Question: A 50 mm diameter steel rod was turned at 284 rpm and tool failure occurred in 10 minutes. The speed was changed to 232 rpm and the tool failed in 60 minutes. Assuming straight line relationship between cutting speed and tool life, calculate the value of Taylorian Exponent (n). [ISRO 2011]

Tool life indicates the duration of time within which a cutting tool provides satisfactory performance in machining. Taylor’s Tool Life equation provides the relationship between cutting velocity (V) and tool life (T) through a polynomial expression as given below. The constant n is called Taylorian Exponent, while constant C is known as Taylor’s Constant.

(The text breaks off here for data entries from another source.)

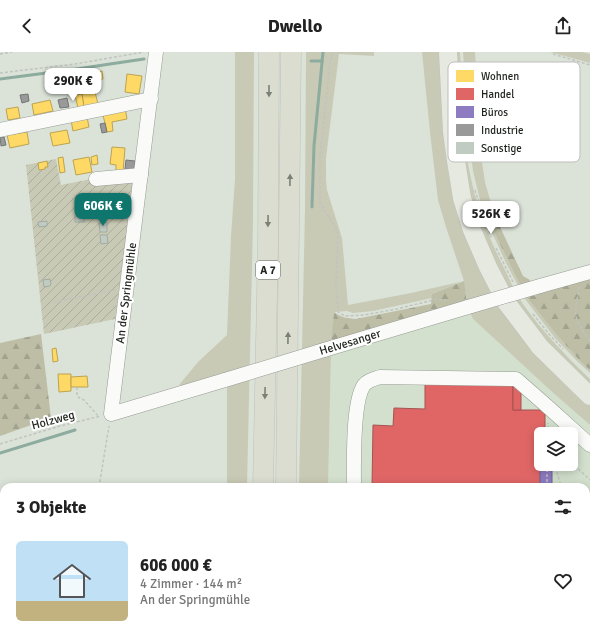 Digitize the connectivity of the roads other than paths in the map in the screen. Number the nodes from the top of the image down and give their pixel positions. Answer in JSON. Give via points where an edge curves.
{"nodes":[{"id":1,"x":156,"y":52,"type":"edge"},
{"id":2,"x":270,"y":52,"type":"edge"},
{"id":3,"x":291,"y":52,"type":"edge"},
{"id":4,"x":448,"y":52,"type":"edge"},
{"id":5,"x":448,"y":62,"type":"edge"},
{"id":6,"x":150,"y":99,"type":"junction"},
{"id":7,"x":0,"y":130,"type":"edge"},
{"id":8,"x":456,"y":162,"type":"edge"},
{"id":9,"x":140,"y":175,"type":"junction"},
{"id":10,"x":96,"y":179,"type":"dead end"},
{"id":11,"x":583,"y":274,"type":"edge"},
{"id":12,"x":590,"y":396,"type":"edge"},
{"id":13,"x":105,"y":416,"type":"joint"},
{"id":14,"x":590,"y":446,"type":"edge"},
{"id":15,"x":263,"y":483,"type":"edge"},
{"id":16,"x":286,"y":483,"type":"edge"},
{"id":17,"x":354,"y":483,"type":"edge"}],
"edges":[{"from":1,"to":6,"type":"street","name":"An der Springmühle"},
{"from":2,"to":15,"type":"highway","number":"A 7","one_way":true},
{"from":16,"to":3,"type":"highway","number":"A 7","one_way":true},
{"from":4,"to":5,"type":"main road"},
{"from":6,"to":7,"type":"street"},
{"from":6,"to":9,"type":"street","name":"An der Springmühle"},
{"from":8,"to":12,"type":"main road","via":[[462,198],[472,230],[506,302],[540,347]]},
{"from":9,"to":10,"type":"street"},
{"from":9,"to":13,"type":"street","name":"An der Springmühle","via":[[126,288]]},
{"from":11,"to":13,"type":"street","name":"Helvesanger","bridge":true},
{"from":14,"to":17,"type":"street","via":[[516,379],[380,377],[368,381],[359,394],[355,421]]}]} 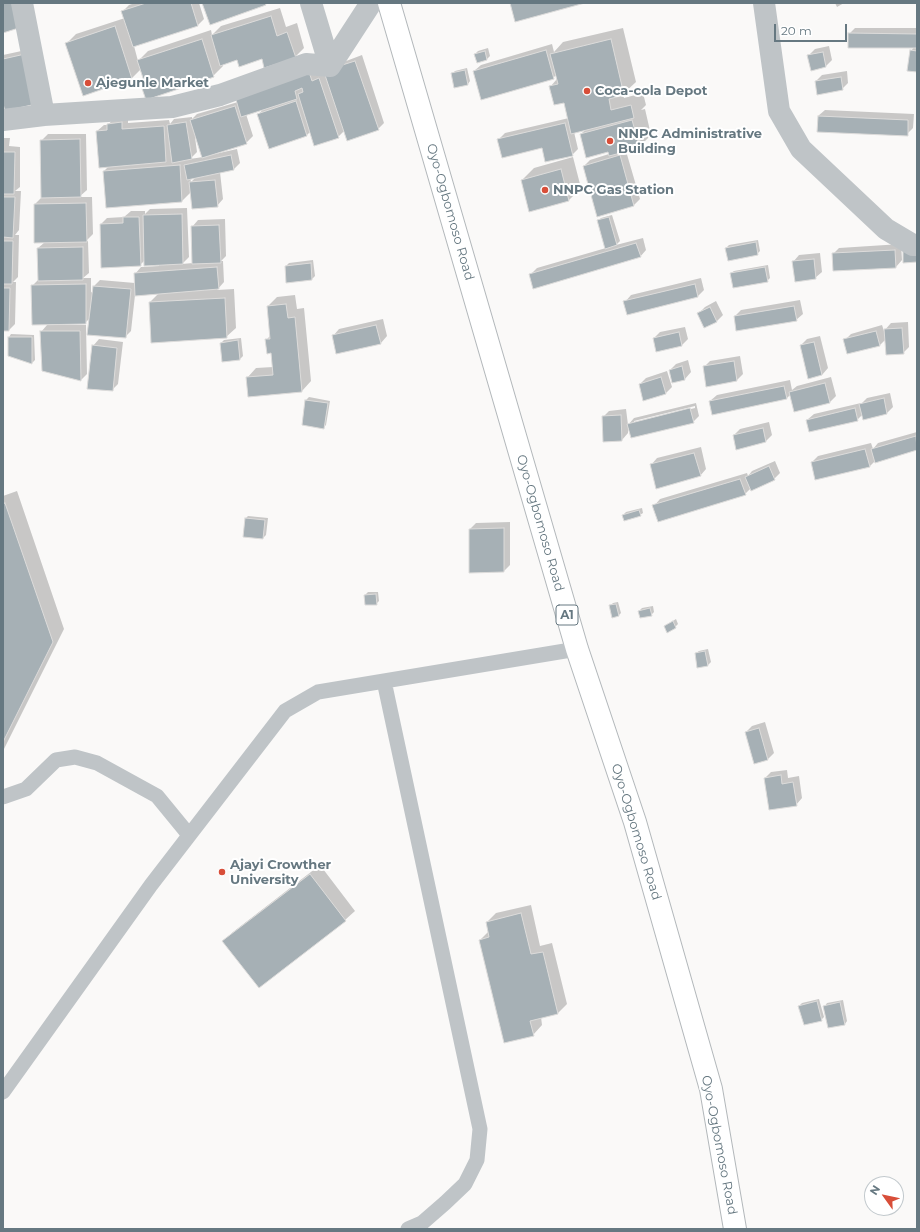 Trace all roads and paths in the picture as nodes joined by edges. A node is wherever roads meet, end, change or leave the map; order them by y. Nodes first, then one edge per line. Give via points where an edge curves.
1 (22, 3) edge
2 (311, 3) edge
3 (371, 3) edge
4 (389, 3) edge
5 (764, 3) edge
6 (330, 66) junction
7 (44, 115) junction
8 (3, 120) edge
9 (917, 245) edge
10 (577, 649) junction
11 (384, 681) junction
12 (3, 797) edge
13 (190, 835) junction
14 (3, 1092) edge
15 (408, 1229) edge
16 (735, 1229) edge

1 - 7 street
2 - 6 street
3 - 6 street
4 - 10 highway, Oyo-Ogbomoso Road / A1
5 - 9 street via 779,111 801,149 886,228
6 - 7 street via 306,64 220,95 172,107
7 - 8 street
10 - 11 lane
10 - 16 highway, Oyo-Ogbomoso Road / A1 via 635,822 710,1089
11 - 13 lane via 318,692 285,711
11 - 15 lane via 480,1129 477,1160 465,1184 422,1223
12 - 13 lane via 26,789 56,760 75,757 97,763 157,796
13 - 14 lane via 151,885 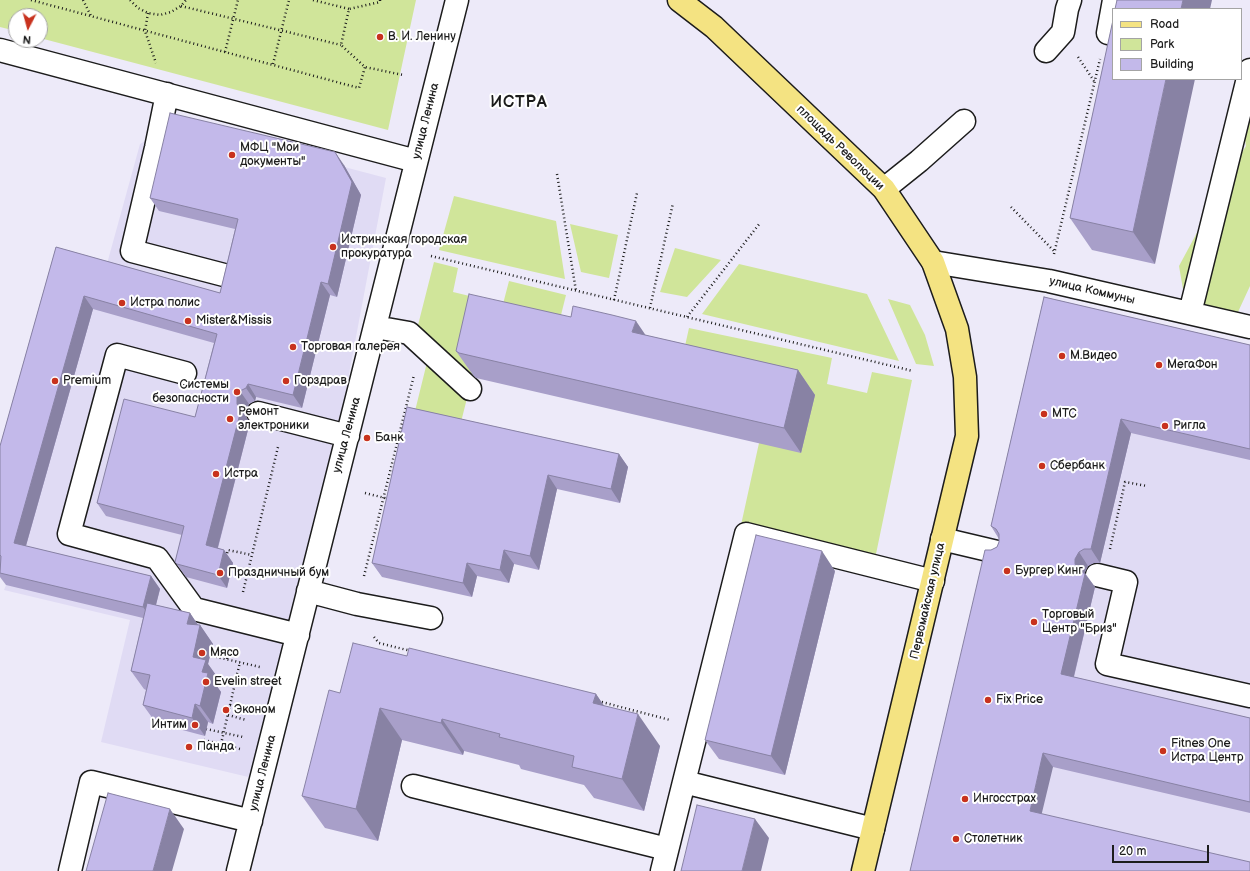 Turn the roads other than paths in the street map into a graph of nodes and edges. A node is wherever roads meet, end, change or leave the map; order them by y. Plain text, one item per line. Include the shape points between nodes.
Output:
1 (457, 0) edge
2 (679, 0) edge
3 (1070, 0) edge
4 (1112, 11) edge
5 (1108, 33) dead end
6 (0, 50) edge
7 (1046, 51) dead end
8 (1250, 70) edge
9 (167, 94) junction
10 (964, 121) dead end
11 (416, 161) junction
12 (884, 189) junction
13 (933, 262) junction
14 (224, 275) edge
15 (1190, 313) junction
16 (375, 327) junction
17 (1250, 327) edge
18 (957, 329) joint
19 (185, 373) dead end
20 (470, 389) dead end
21 (258, 413) dead end
22 (348, 436) junction
23 (942, 539) junction
24 (997, 552) edge
25 (1097, 575) dead end
26 (933, 581) junction
27 (308, 591) junction
28 (431, 618) dead end
29 (298, 635) junction
30 (1250, 696) edge
31 (684, 782) junction
32 (413, 786) dead end
33 (251, 821) junction
34 (873, 829) junction
35 (667, 849) junction
36 (70, 871) edge
37 (238, 871) edge
38 (662, 871) edge
39 (863, 871) edge

1 - 11 street, улица Ленина
2 - 12 main road, площадь Революции via 714,27
3 - 7 street via 1063,32
4 - 5 street
6 - 9 street
8 - 15 street
9 - 11 street
9 - 14 street via 132,251
10 - 12 street
11 - 16 street, улица Ленина
12 - 13 main road, площадь Революции
13 - 15 street, улица Коммуны via 1049,281
13 - 18 main road, площадь Революции
15 - 17 street, улица Коммуны
16 - 20 street via 409,333
16 - 22 street, улица Ленина
18 - 23 main road, Первомайская улица via 965,377 967,436
19 - 29 street via 117,356 69,534 157,558 194,608
21 - 22 street
22 - 27 street, улица Ленина
23 - 24 street
23 - 26 main road, Первомайская улица
25 - 30 street via 1126,582 1108,664
26 - 31 street via 746,534
26 - 34 main road, Первомайская улица
27 - 28 street via 357,604
27 - 29 street, улица Ленина
29 - 33 street, улица Ленина
31 - 34 street
31 - 35 street
32 - 35 street
33 - 36 street via 90,782
33 - 37 street, улица Ленина
34 - 39 main road, Первомайская улица
35 - 38 street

\[V{\left( T \right)^n} = C\]

Step-1: Speed to cutting velocity conversion

Relation between cutting speed and cutting velocity in turning

The Taylor’s Tool Life equation is based on the cutting velocity (V). However, speed values are given in the question. So it is first required to convert given speed values into cutting velocity. In case of straight turning operation in lathe, the rotational speed of job (N in rpm) can be converted to cutting velocity (V in m/min) using the workpiece diameter (D in mm), as given below.

\[V = \frac{{\pi DN}}{{1000}}\]

Step-2: Formulate the problem

In question, two speed values and the corresponding tool life values are given. Therefore, designating the cases as 1 and 2, the followings can be written.

T₁ = 10 min for N₁ = 284 rpm

T₂ = 60 min for N₂ = 232 rpm

As the workpiece material, tool material, feed, depth of cut, and cutting environment are unchanged between the two given cases, so the constants n and C values of the Taylor’s Tool Life equation will remain same in both the cases. Accordingly, following two equations can be written.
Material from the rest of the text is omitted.